# How and Why BatchNorm Works - Part 2


In Part 1, we showed how using batch normalization can help train neural networks by reducing internal covariate shift and smoothing gradient updates. We also touch upon the idea that it makes the loss surface smoother and more convex (residual connections have a similar effect). 

In their 2018 paper, Santukar et al. argue that internal covariate shift isn't substantially reduced at all. In fact, when additional noise is added to the activations to force covariate shift, batch normalization continues to improve training performance. This is despite no significant reduction in covariate shift. They argue that the major reason for improved performance is the smoother loss surface.

However, we saw in our own experiments using a shallow neural network that the reduction in covariate shift is substantial. Let's get to the bottom of this.

In this experiment, we will start by reproducing the results from Santukar et al. Then we will try and understand why their results and our previous experiment differ.

## Let's start as usual by setting up the dataset
We will use the CIFAR-10 dataset for this experiment.
The CIFAR-10 dataset is a widely used benchmark in machine learning for evaluating image classification algorithms. It consists of 60,000 color images, each sized 32x32 pixels, divided into 10 distinct classes such as airplanes, automobiles, birds, cats, and ships. The dataset is split into 50,000 training images and 10,000 test images, with an equal number of examples per class. Created by the Canadian Institute for Advanced Research, CIFAR-10 is challenging due to its low resolution and high intra-class variability. It serves as a foundational dataset for developing and comparing deep learning models, especially convolutional neural networks (CNNs).

In [22]:
from deepkit import load_CIFAR10
train_loader, test_loader = load_CIFAR10()

In [None]:
for images, labels in train_loader:
    batch = images
    break

## Next, let's set up the model
We'll be using the standard VGG-Net architecture as per the paper.






In [24]:
import jax
import jax.numpy as jnp
import flax.nnx as nnx

class VGGBlock(nnx.Module):
    def __init__(self, in_features: int, out_features: int, rngs: nnx.Rngs):
        self.conv = nnx.Conv(in_features=in_features, 
                             out_features=out_features,
                             kernel_size=(3, 3), 
                             padding='SAME', 
                             rngs=rngs)
        self.bn = nnx.BatchNorm(num_features=out_features, use_running_average=False, 
                                rngs=rngs)
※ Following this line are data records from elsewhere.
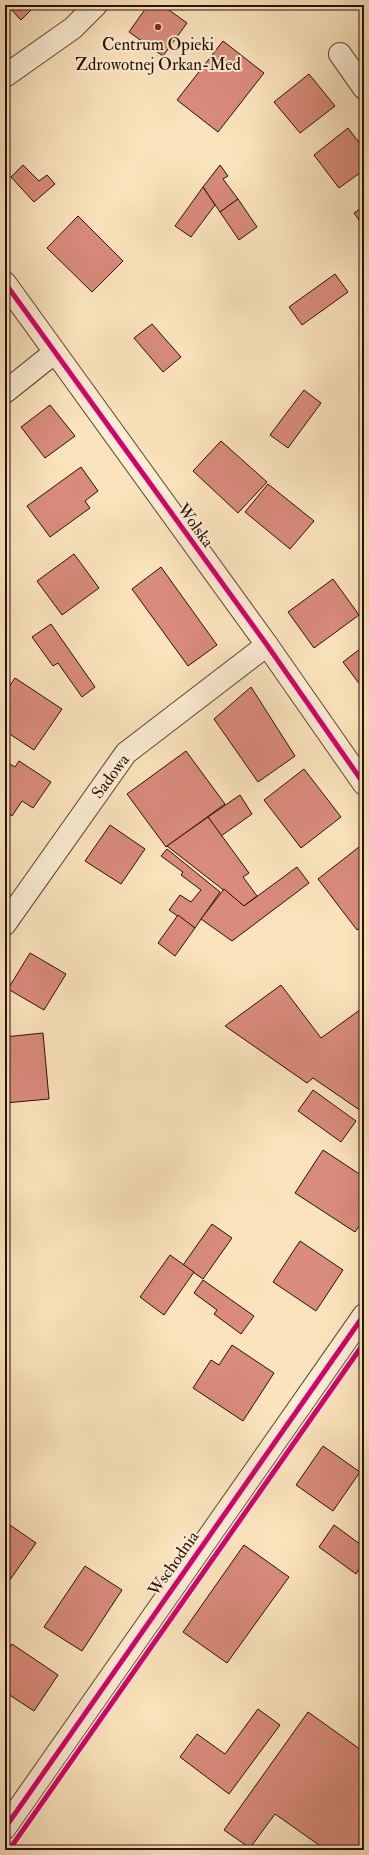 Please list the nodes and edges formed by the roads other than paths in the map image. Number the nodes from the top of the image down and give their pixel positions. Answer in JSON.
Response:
{"nodes":[{"id":1,"x":96,"y":5,"type":"edge"},
{"id":2,"x":340,"y":54,"type":"dead end"},
{"id":3,"x":5,"y":76,"type":"edge"},
{"id":4,"x":364,"y":88,"type":"edge"},
{"id":5,"x":5,"y":283,"type":"edge"},
{"id":6,"x":54,"y":353,"type":"junction"},
{"id":7,"x":5,"y":392,"type":"edge"},
{"id":8,"x":267,"y":645,"type":"junction"},
{"id":9,"x":364,"y":784,"type":"edge"},
{"id":10,"x":5,"y":924,"type":"edge"},
{"id":11,"x":364,"y":1314,"type":"edge"},
{"id":12,"x":5,"y":1828,"type":"edge"}],
"edges":[{"from":1,"to":3,"type":"street"},
{"from":2,"to":4,"type":"street"},
{"from":5,"to":6,"type":"street","name":"Wolska"},
{"from":6,"to":7,"type":"street"},
{"from":6,"to":8,"type":"street","name":"Wolska"},
{"from":8,"to":9,"type":"street","name":"Wolska"},
{"from":8,"to":10,"type":"street","name":"Sadowa"},
{"from":11,"to":12,"type":"street","name":"Wschodnia"}]} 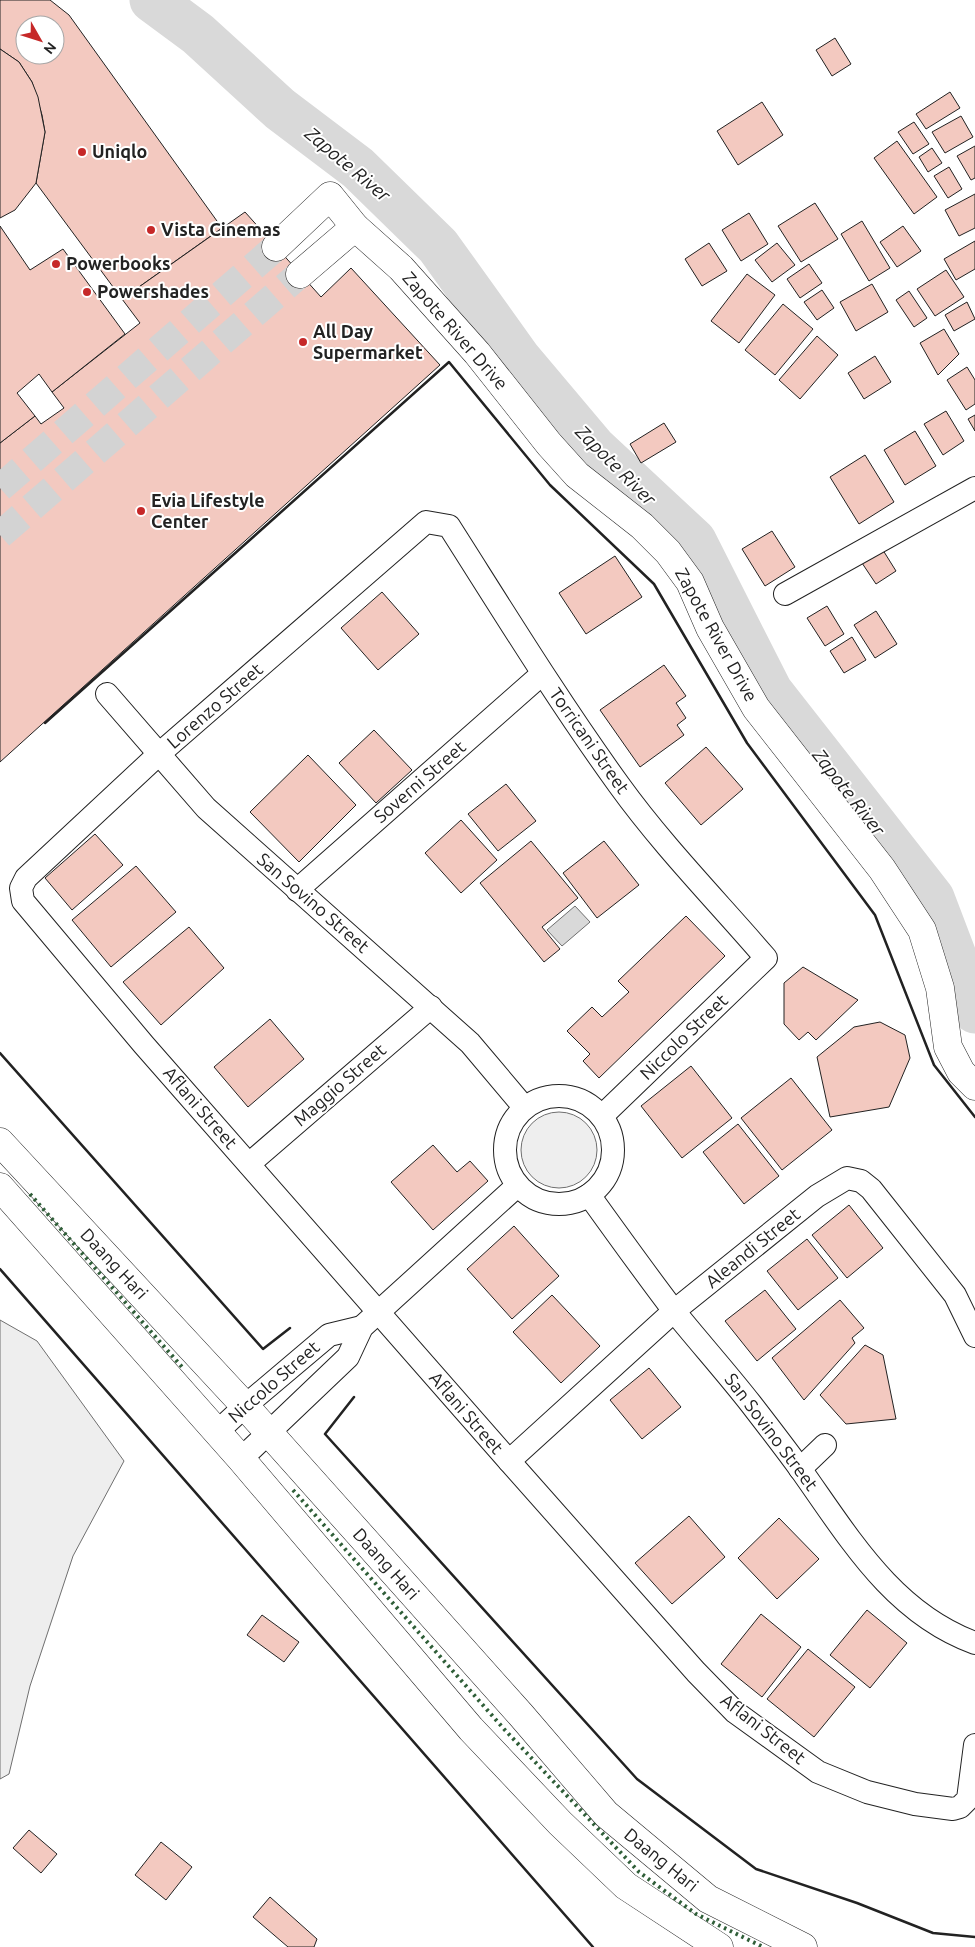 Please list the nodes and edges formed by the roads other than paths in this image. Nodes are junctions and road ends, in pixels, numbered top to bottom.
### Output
1 (355, 227) junction
2 (276, 246) tunnel mouth
3 (300, 274) tunnel mouth
4 (975, 488) edge
5 (426, 522) joint
6 (784, 594) dead end
7 (542, 674) junction
8 (107, 694) dead end
9 (159, 754) junction
10 (297, 890) junction
11 (23, 901) joint
12 (766, 958) joint
13 (431, 1007) junction
14 (975, 1086) edge
15 (524, 1107) junction
16 (602, 1116) junction
17 (0, 1142) edge
18 (249, 1164) junction
19 (517, 1186) junction
20 (0, 1187) edge
21 (589, 1195) junction
22 (674, 1311) junction
23 (370, 1320) junction
24 (975, 1336) edge
25 (244, 1406) junction
26 (217, 1432) junction
27 (269, 1432) junction
28 (825, 1445) dead end
29 (241, 1459) junction
30 (509, 1461) junction
31 (800, 1469) junction
32 (975, 1643) edge
33 (975, 1745) edge
34 (719, 1947) edge
35 (803, 1947) edge

1 - 2 main road, Zapote River Drive
1 - 3 main road
1 - 14 main road, Zapote River Drive
4 - 6 street
5 - 7 street, Torricani Street
5 - 9 street, Lorenzo Street
7 - 10 street, Soverni Street
7 - 12 street, Torricani Street
8 - 9 street, San Sovino Street
9 - 10 street, San Sovino Street
9 - 11 street, Lorenzo Street
10 - 13 street, San Sovino Street
11 - 18 street, Aflani Street
12 - 16 street, Niccolo Street
13 - 15 street, San Sovino Street
13 - 18 street, Maggio Street
15 - 16 street
15 - 19 street
16 - 21 street
17 - 25 main road, Daang Hari
18 - 23 street, Aflani Street
19 - 21 street
19 - 23 street, Niccolo Street
20 - 26 main road, Daang Hari
21 - 22 street, San Sovino Street
22 - 24 street, Aleandi Street
22 - 30 street, Aleandi Street
22 - 31 street, San Sovino Street
23 - 25 street, Niccolo Street
23 - 27 street, Niccolo Street
23 - 30 street, Aflani Street
25 - 26 street, Niccolo Street
25 - 27 main road, Daang Hari
26 - 29 main road, Daang Hari
27 - 29 street, Niccolo Street
27 - 35 main road, Daang Hari
28 - 31 street
29 - 34 main road, Daang Hari
30 - 33 street, Aflani Street
31 - 32 street, San Sovino Street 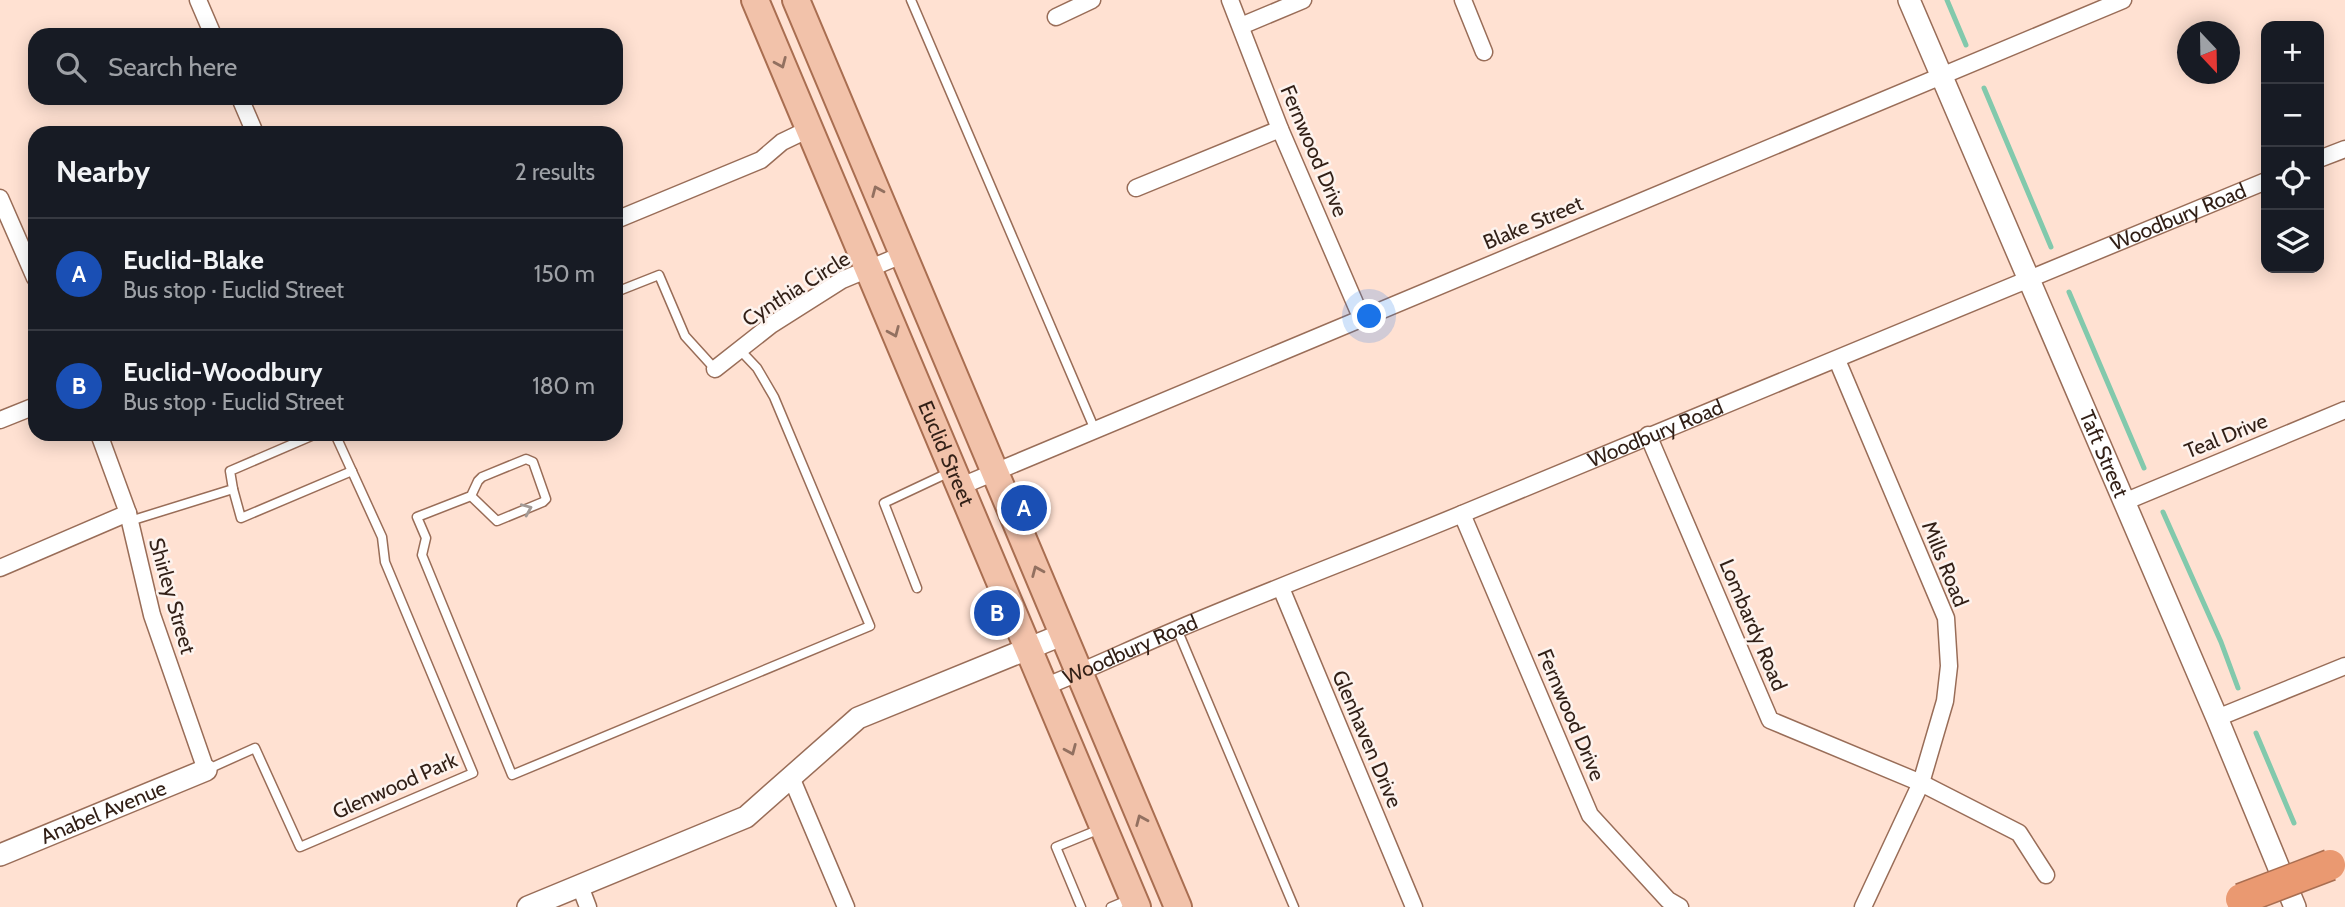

    def __call__(self, x, training: bool):
        x = self.conv(x)
        x = self.bn(x, use_running_average=not training)
        x = nnx.relu(x)
        return x

class VGGNet(nnx.Module):
    def __init__(self, rngs: nnx.Rngs):
        self.convs = [
            VGGBlock(in_features=3, out_features=64,  rngs=rngs),
            VGGBlock(in_features=64, out_features=128, rngs=rngs),
            VGGBlock(in_features=128, out_features=256, rngs=rngs),
            VGGBlock(in_features=256, out_features=256, rngs=rngs),
            VGGBlock(in_features=256, out_features=512, rngs=rngs),
            VGGBlock(in_features=512, out_features=512, rngs=rngs),
            VGGBlock(in_features=512, out_features=512, rngs=rngs),
            VGGBlock(in_features=512, out_features=512, rngs=rngs),
        ]

        self.fc1 = nnx.Linear(in_features=512, out_features=512, rngs=rngs)
        self.fc2 = nnx.Linear(in_features=512, out_features=512, rngs=rngs)
        self.out = nnx.Linear(in_features=512, out_features=10,  rngs=rngs)

    def __call__(self, x, training: bool = True):
        max_pool_after = [0, 1, 3, 5, 7]
        for layer in range(len(self.convs)):
            x = self.convs[layer](x, training)
            if layer in max_pool_after:
                x = nnx.max_pool(x, window_shape=(2, 2), strides=(2, 2))
        
        x = x.squeeze()
        x = nnx.relu(self.fc1(x))
        x = nnx.relu(self.fc2(x))
        x = self.out(x)
        return x

In [None]:
rng_key = jax.random.key(1337)
rngs = nnx.Rngs(rng_key)
model = VGGNet(rngs=rngs)
graphdef, state = nnx.split(model)
param_counts = sum(jax.tree_util.tree_leaves(jax.tree_util.tree_map(lambda x: x.size, state)))
print(f"Initialized model with {param_counts:,} parameters.")
nnx.display(state)

In [26]:
import optax

tx = optax.sgd(learning_rate=0.01, momentum=0.9)
optimizer = nnx.Optimizer(model, tx)

In [43]:
from functools import partial


def loss_fn(model, batch, targets):
    logits = model(batch)
    loss = optax.softmax_cross_entropy_with_integer_labels(logits, targets).mean()
    return loss

@nnx.jit
def step_fn(model: nnx.Module, optimizer: nnx.Optimizer, batch: jax.Array, labels: jax.Array):
    loss, grads = nnx.value_and_grad(loss_fn)(model, batch, labels)
    optimizer.update(grads)
    return loss, grads


@nnx.jit
def accuracy(model: nnx.Module, batch: jax.Array, labels: jax.Array):
    logits = model(batch)
    #probs = nnx.softmax(logits, axis=-1)
    preds = jnp.argmax(logits, axis=-1)
    sum = jnp.sum(preds == labels)
    acc = sum/logits.shape[0]
    return acc
    

def test_accuracy(model: nnx.Module, testloader):
    acc, n = 0, 0
    for batch, labels in testloader: 
        batch = jnp.array(batch)
        labels = jnp.array(labels)
        acc += accuracy(model, batch, labels)
        n += 1
    return acc/n



In [44]:
num_epochs = 1
num_steps = num_epochs*len(train_loader)

In [None]:
for epoch in range(num_epochs):
    for batch, labels in train_loader:
        batch = jnp.array(batch)
        labels = jnp.array(labels)
        loss, grads = step_fn(model, optimizer, batch, labels)
        acc = accuracy(model, batch, labels)
        print(loss, acc)

In [None]:
test_accuracy(model, test_loader)